For me, Cultivating Common Ground is of particular interest for a number of reasons: firstly, because it involves thinking about the ways in which the humanities could influence/inform/impact upon science, an aspect of the relationship between the sciences and the humanities which is often overlooked and underestimated. Secondly, because it will bring scientists and humanities scholars together, something which happens less frequently than it should: I am often surprised by the apparent reluctance of humanities scholars, including those who work in interdisciplinary areas, to engage with potential colleagues in other fields, and scientists are usually in a significant minority in interdisciplinary groups like the British Society for Literature and Science.

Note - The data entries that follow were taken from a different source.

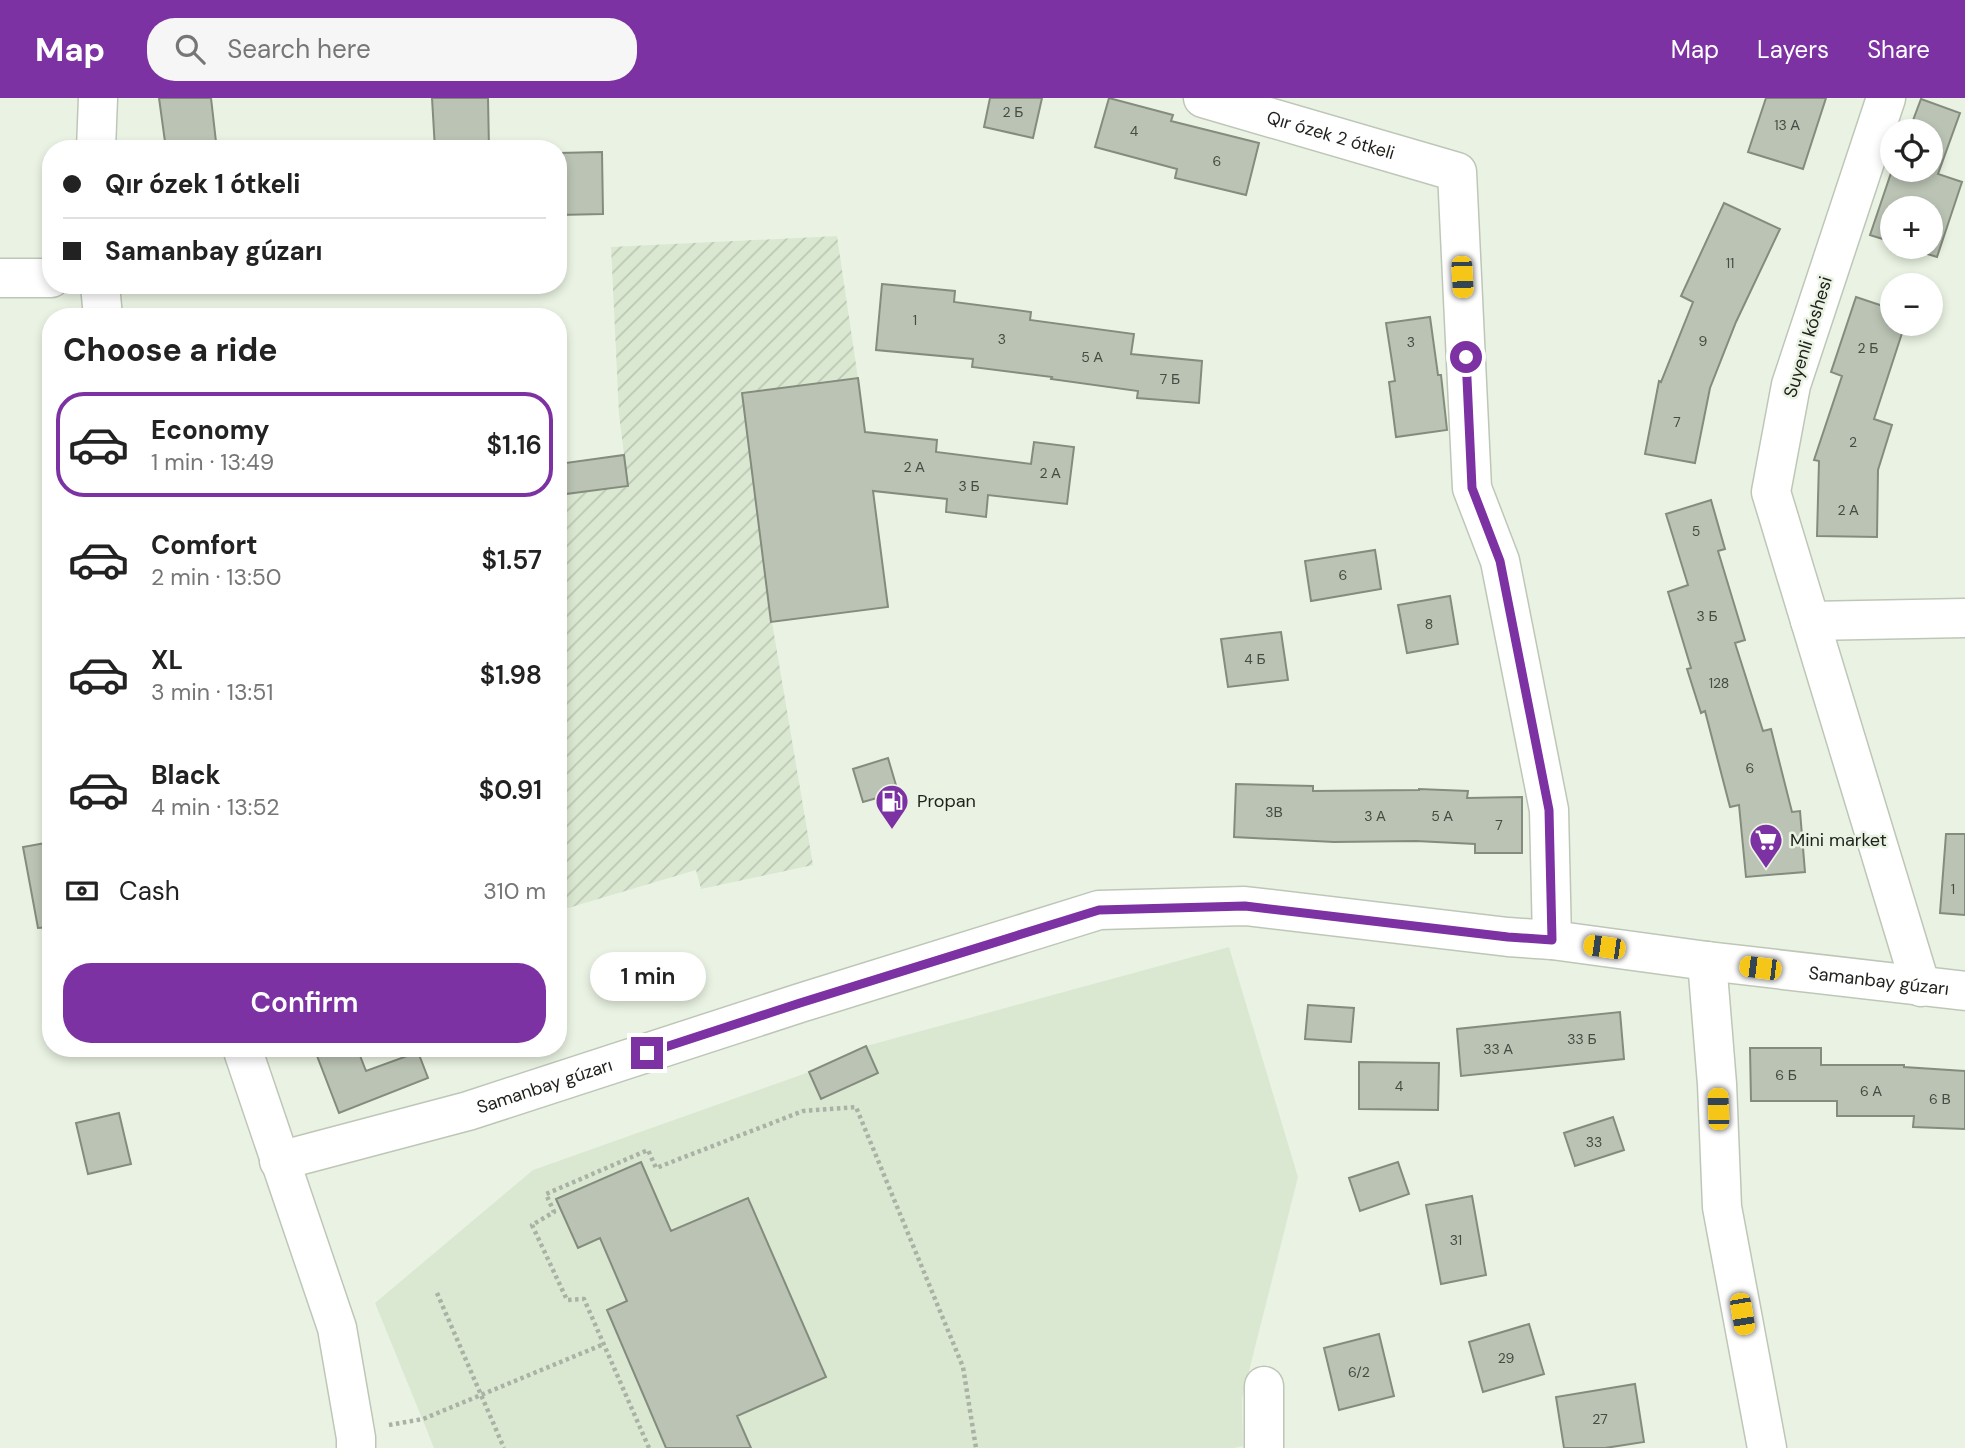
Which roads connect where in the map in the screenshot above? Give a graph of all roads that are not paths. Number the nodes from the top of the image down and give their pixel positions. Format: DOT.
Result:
graph roads {
  1 [pos="98,98"];
  2 [pos="1203,98"];
  3 [pos="1886,98"];
  4 [pos="96,140"];
  5 [pos="0,278"];
  6 [pos="42,278"];
  7 [pos="1965,618"];
  8 [pos="1810,621"];
  9 [pos="1552,940"];
  10 [pos="1707,961"];
  11 [pos="1921,987"];
  12 [pos="1965,991"];
  13 [pos="245,1057"];
  14 [pos="279,1161"];
  15 [pos="1264,1387"];
  16 [pos="356,1448"];
  17 [pos="1264,1448"];
  18 [pos="1767,1448"];
  1 -- 4 [label="street"];
  2 -- 9 [label="street, Qır ózek 2 ótkeli"];
  3 -- 8 [label="street, Suyenli kóshesi"];
  5 -- 6 [label="street"];
  7 -- 8 [label="street"];
  8 -- 11 [label="street, Suyenli kóshesi"];
  9 -- 10 [label="street, Samanbay gúzarı"];
  9 -- 14 [label="street, Samanbay gúzarı"];
  10 -- 11 [label="street, Samanbay gúzarı"];
  10 -- 18 [label="street"];
  11 -- 12 [label="street, Samanbay gúzarı"];
  13 -- 14 [label="street"];
  14 -- 16 [label="street"];
  15 -- 17 [label="street"];
}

Finally, I think that Cultivating Common Ground is exciting because nobody quite knows what the project and the workshop will reveal: I am really looking forward to listening to the discussions on 18th July, and to seeing the sharing of discourse on biology, literature, history and the current moment in action.

Rachel Crossland

One aspect of medieval culture that has always interested me is the absence of the strict compartmentalisation of knowledge we now live with.  Medieval manuscripts frequently gather side by side homilies, theological treatises, obscene tales, courtly romances, medical and veterinary tracts and pharmaceutical recipes; science and culture were part of a seamless whole, informing each other, and both core to the educational experience of the medieval scholar. From the twelfth to the sixteenth century, science was no less ‘scientific’ in its approaches than nowadays; it was equally based on theories formulated to make sense of facts established by observation, and explaining the ability to reproduce certain outcomes in the laboratory or the workshop.  In the absence of sophisticated technological aids (such as effective microscopes), these observations were flawed, and many of the scientific theories of the period are now dismissed. However, the Middle Ages present us with a useful model of integration of science within a wider cultural horizon, and I look forward to exploring in our workshop the tortuous road that led to the divorce between science and culture in the Modern period.